Finalistes : “Toute la beauté et l’effusion de sang”, “Bénédiction”, “Bones and All”, “EO”, “La fille éternelle”, “Pinocchio de Guillermo del Toro”, “Happening”, “Hit the Road” “Jackass Forever” et “Mad God”.

10. “Babylone”

Une épopée explosive aussi artistiquement ambitieuse que celles réalisées au plus fort de l’ère du silence, “Babylon” du scénariste/réalisateur Damien Chazelle emmène le public dans une odyssée viscérale à travers les plus hauts et les plus bas d’Hollywood de la fin des années 1920, des soirées orgiaques et chaotiques des décors de films à des triomphes personnels et des moments mélancoliques de désespoir absolu. Alors que l’industrie du cinéma passe du muet au parlant, des personnages comme l’idole vieillissante des matinées Jack Conrad (Brad Pitt), la starlette en herbe Nellie LaRoy (Margot Robbie), l’assistant Manny Torres (Diego Calva), la journaliste sensationnaliste Elinor St.
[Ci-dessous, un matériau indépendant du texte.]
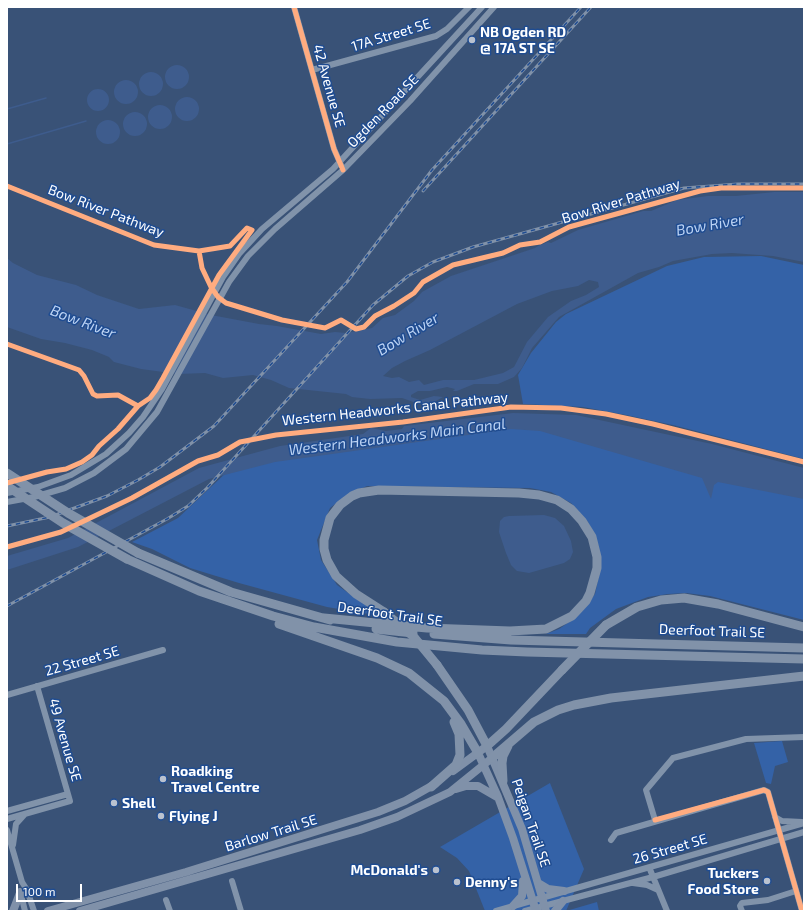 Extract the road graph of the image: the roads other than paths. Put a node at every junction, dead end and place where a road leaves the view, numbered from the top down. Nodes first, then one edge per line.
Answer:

John (Jean Smart), Le musicien de jazz Sidney Palmer (Jovan Adepo) et l’artiste aux multiples talents Lady Fay Zhu (Li Jun Li) ont du mal à trouver leur place dans une industrie en pleine mutation.
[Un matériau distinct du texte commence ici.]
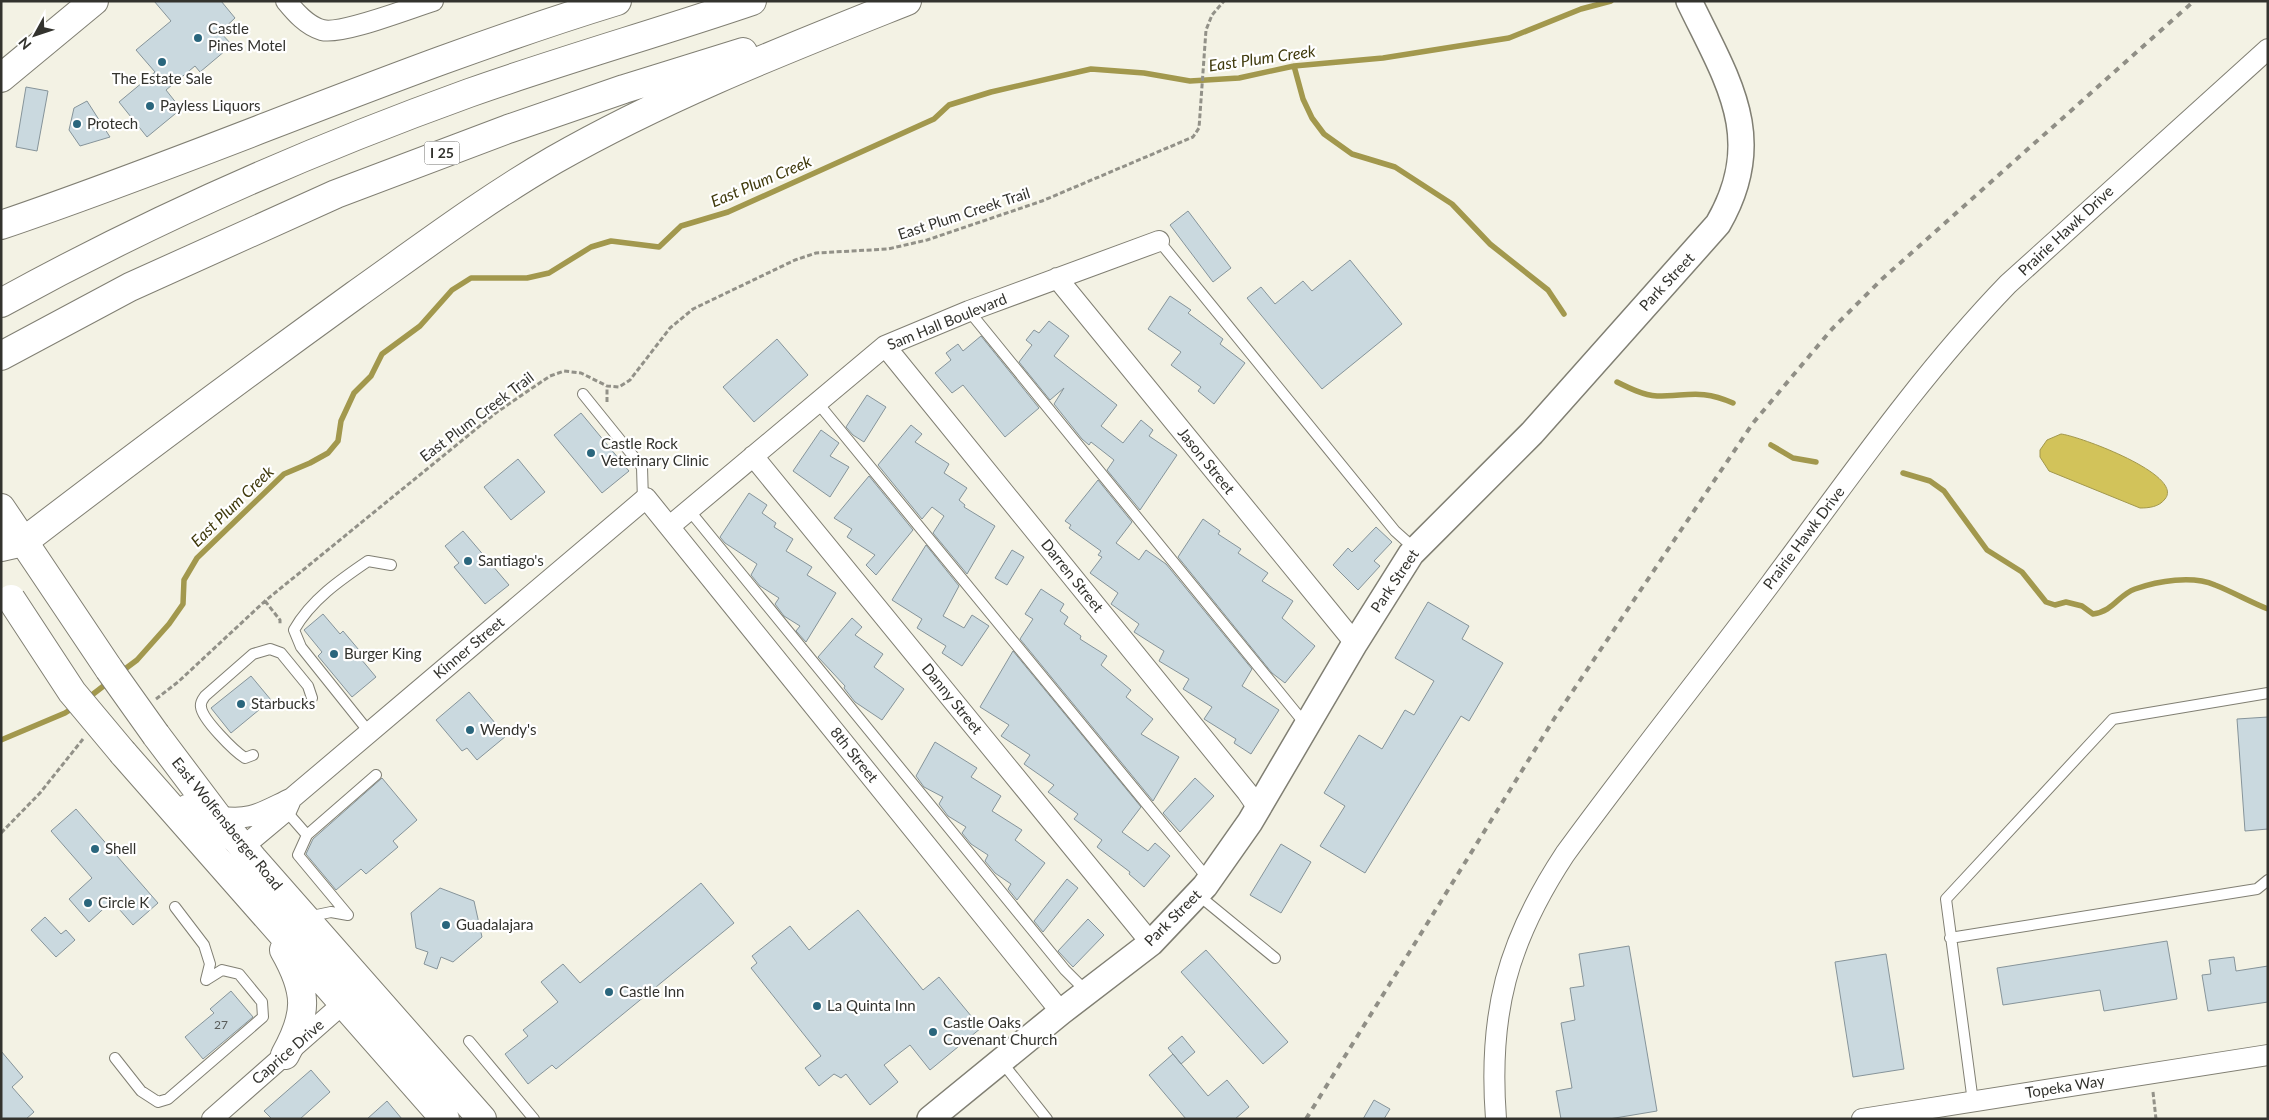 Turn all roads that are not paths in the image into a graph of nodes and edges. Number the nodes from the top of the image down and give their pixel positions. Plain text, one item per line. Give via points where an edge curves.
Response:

Bien que l’histoire suive des acteurs fictifs dans les studios fictifs Kinoscope, le scénario de Chazelle est imprégné d’une connaissance approfondie de l’histoire sombre et compliquée du vieil Hollywood et de ses mythologies les plus répandues (et perverses). La cinématographie fluide de Linus Sandgren, associée à la partition de jazz chaud de Justin Hurwitz, fait revivre cette ère plus grande que nature d’entre les morts avec humour et pathétique. Le montage dynamique de Tom Cross fait vibrer le film à un rythme effréné, sa durée de trois heures s’inscrivant à peine comme un décor loufoque après un autre baril vers le dénouement du film. Se terminant sur une note aussi rhapsodique qu’élégiaque, le film de Chazelle est finalement une condamnation de la machine hollywoodienne qui écrase tout le monde avec une cruauté équitable et une ode au talent artistique innovant et à la magie ineffable du cinéma, dont l’appel des sirènes continue d’attirer le public et les cinéastes. pareil vers sa lueur chaleureuse. (Marya E.Gates)


9. “RRR”

Il est difficile de ne pas aimer un film où un troupeau de gros félins hargneux saute de l’arrière d’un camion en un (au ralenti) pour se sic sur une foule d’impérialistes britanniques en tenue de soirée. Difficile de ne pas aimer un film où deux hommes (Ram Charan et NT Rama Rao Jr.), inconnus l’un de l’autre, collaborent à la volée pour sauver un enfant en péril, leur plan impliquant une moto, un cheval, une longue corde, un drapeau gigantesque et des plongeons simultanés d’un pont en flammes. “RRR” de SS Rajamouli remet en question toutes les autres séquences d’action de tous les autres films, séquences qui peuvent avoir des moments palpitants et des cascades impressionnantes mais qui manquent de la bravoure éblouissante du spectacle présenté ici. « RRR » vous fait demander : pourquoi ne pouvons-nous pas montrer un homme torse nu brandissant une arbalète émergeant à travers un anneau de feu ? Pourquoi NE POUVONS-nous PAS inclure dans le même film des traumatismes familiaux, des commentaires politiques, la réalisation de souhaits anhistoriques, des fantasmes de vengeance / rédemption, de douces romances, des numéros de danse entraînants et l’idéal platonique d’une bromance?